How to complete this task: Of the entries below, copy only those lines that contain the word "where".

Data for the task:
====
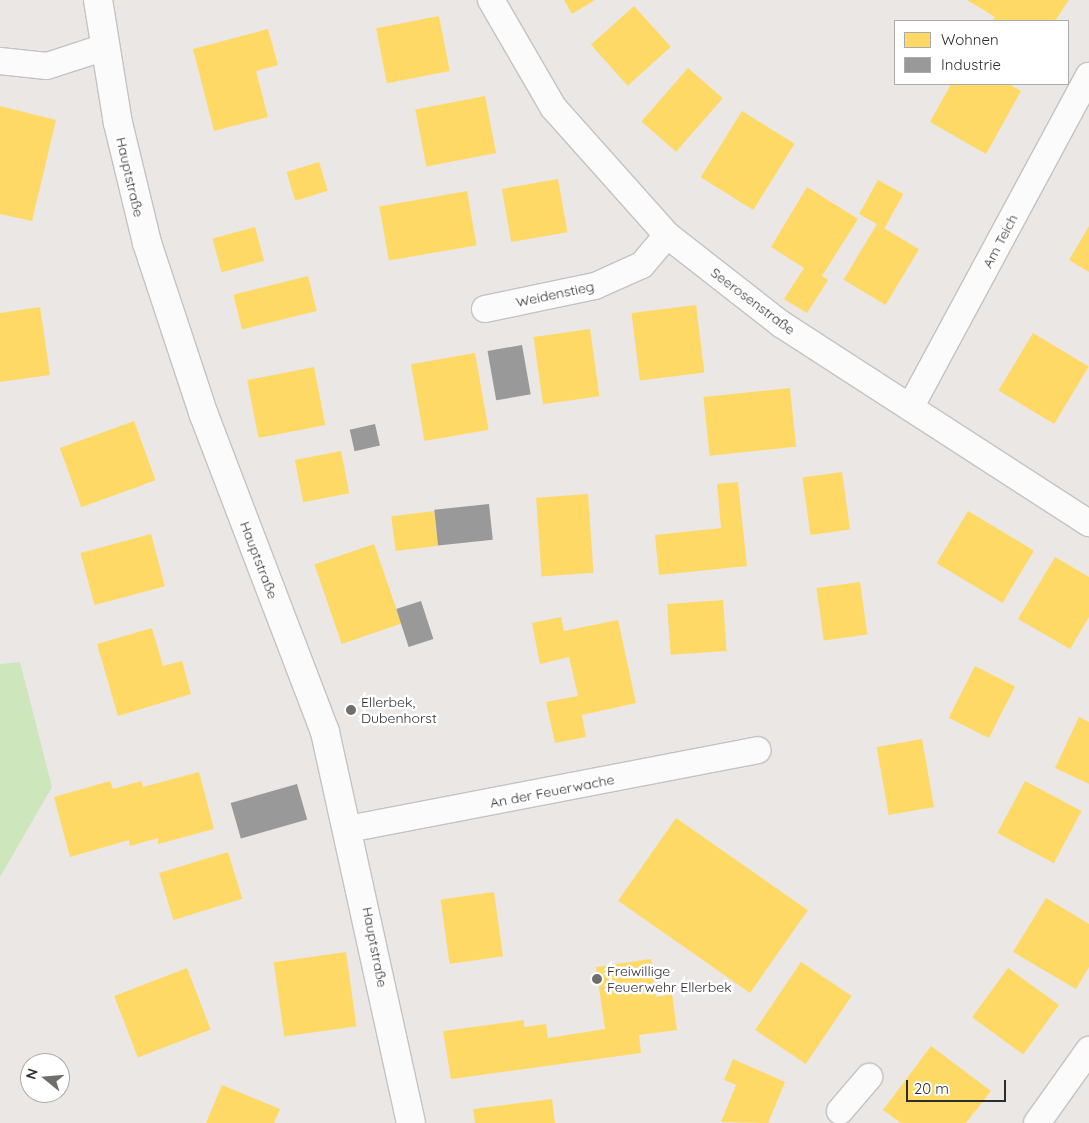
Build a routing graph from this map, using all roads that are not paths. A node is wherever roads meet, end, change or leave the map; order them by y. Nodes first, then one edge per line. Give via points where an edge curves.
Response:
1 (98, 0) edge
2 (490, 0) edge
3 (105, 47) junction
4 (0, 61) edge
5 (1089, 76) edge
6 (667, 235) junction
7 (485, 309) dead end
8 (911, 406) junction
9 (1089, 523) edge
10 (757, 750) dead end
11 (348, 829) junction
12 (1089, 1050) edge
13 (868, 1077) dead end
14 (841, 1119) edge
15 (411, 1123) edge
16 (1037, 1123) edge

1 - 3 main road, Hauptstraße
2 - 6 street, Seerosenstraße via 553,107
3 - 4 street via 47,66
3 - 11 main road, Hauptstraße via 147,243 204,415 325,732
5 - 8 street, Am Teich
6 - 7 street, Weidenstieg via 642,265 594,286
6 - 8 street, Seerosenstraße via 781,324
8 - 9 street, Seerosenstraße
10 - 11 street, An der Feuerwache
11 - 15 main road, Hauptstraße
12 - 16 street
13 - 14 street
====
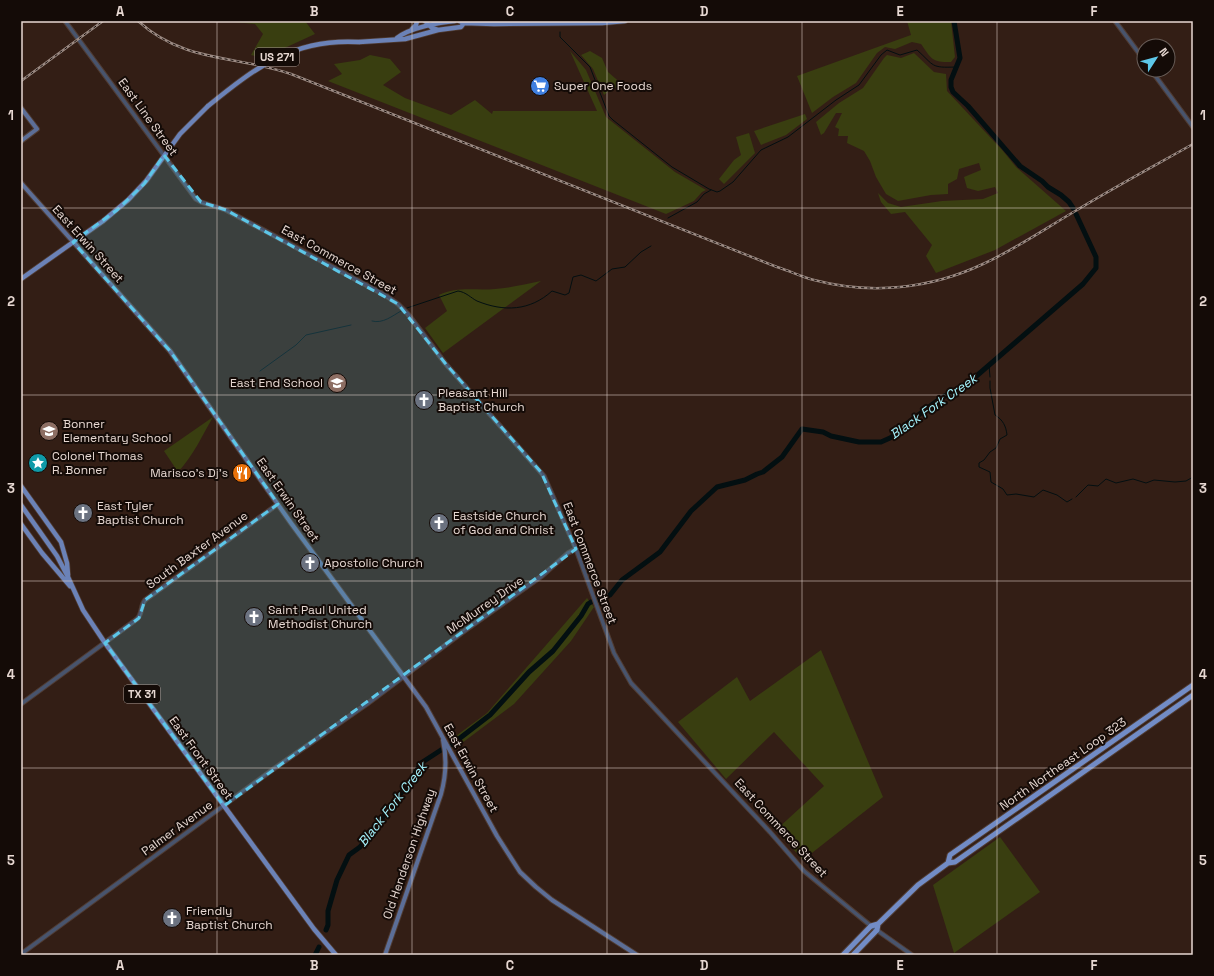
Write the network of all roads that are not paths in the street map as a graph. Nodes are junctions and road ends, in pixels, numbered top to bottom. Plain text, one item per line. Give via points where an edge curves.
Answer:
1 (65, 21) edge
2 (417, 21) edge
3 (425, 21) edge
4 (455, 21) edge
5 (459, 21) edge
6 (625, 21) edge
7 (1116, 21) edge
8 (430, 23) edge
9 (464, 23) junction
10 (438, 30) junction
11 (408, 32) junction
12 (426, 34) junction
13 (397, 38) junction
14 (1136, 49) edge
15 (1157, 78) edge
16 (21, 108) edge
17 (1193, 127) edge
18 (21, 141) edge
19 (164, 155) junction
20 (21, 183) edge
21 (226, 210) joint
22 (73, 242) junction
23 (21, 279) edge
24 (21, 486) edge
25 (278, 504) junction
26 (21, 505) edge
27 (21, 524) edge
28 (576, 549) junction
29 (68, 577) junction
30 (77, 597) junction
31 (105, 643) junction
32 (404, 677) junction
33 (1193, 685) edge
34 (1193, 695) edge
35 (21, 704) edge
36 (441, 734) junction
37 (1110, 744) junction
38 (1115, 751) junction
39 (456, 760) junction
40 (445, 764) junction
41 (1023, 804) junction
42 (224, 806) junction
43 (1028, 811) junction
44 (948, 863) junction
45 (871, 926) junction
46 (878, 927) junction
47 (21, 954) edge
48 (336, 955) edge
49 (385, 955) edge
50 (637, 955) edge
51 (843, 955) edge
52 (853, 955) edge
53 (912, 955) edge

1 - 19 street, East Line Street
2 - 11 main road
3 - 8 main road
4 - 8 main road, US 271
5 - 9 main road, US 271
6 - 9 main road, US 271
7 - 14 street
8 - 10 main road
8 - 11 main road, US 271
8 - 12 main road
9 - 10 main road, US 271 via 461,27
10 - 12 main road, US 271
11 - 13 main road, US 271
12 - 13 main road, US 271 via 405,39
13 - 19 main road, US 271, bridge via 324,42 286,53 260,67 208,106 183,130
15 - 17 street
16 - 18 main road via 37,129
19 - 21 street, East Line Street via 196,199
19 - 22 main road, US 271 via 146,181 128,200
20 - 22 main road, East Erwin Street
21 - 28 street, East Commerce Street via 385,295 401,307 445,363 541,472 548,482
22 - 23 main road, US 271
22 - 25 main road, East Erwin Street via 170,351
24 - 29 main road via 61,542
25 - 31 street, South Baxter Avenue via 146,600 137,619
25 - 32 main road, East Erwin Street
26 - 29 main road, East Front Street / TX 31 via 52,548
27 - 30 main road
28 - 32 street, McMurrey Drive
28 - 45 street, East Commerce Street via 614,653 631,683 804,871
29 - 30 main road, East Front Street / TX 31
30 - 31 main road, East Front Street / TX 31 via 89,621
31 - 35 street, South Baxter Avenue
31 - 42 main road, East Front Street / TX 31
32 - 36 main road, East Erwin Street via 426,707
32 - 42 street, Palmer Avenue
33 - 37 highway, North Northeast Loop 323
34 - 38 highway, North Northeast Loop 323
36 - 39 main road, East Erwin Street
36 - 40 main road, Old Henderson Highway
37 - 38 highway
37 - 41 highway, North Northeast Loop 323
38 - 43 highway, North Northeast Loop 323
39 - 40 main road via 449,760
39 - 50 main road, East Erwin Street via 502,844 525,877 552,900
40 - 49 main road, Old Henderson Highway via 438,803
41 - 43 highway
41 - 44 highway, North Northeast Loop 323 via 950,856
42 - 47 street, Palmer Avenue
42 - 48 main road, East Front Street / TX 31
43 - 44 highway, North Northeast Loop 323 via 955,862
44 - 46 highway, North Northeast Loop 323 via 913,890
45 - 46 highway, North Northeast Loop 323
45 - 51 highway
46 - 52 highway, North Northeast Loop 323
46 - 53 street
====
Problem solution:
Build a routing graph from this map, using all roads that are not paths. A node is wherever roads meet, end, change or leave the map; order them by y. Nodes first, then one edge per line. Give via points where an edge curves.
Write the network of all roads that are not paths in the street map as a graph. Nodes are junctions and road ends, in pixels, numbered top to bottom. Plain text, one item per line. Give via points where an edge curves.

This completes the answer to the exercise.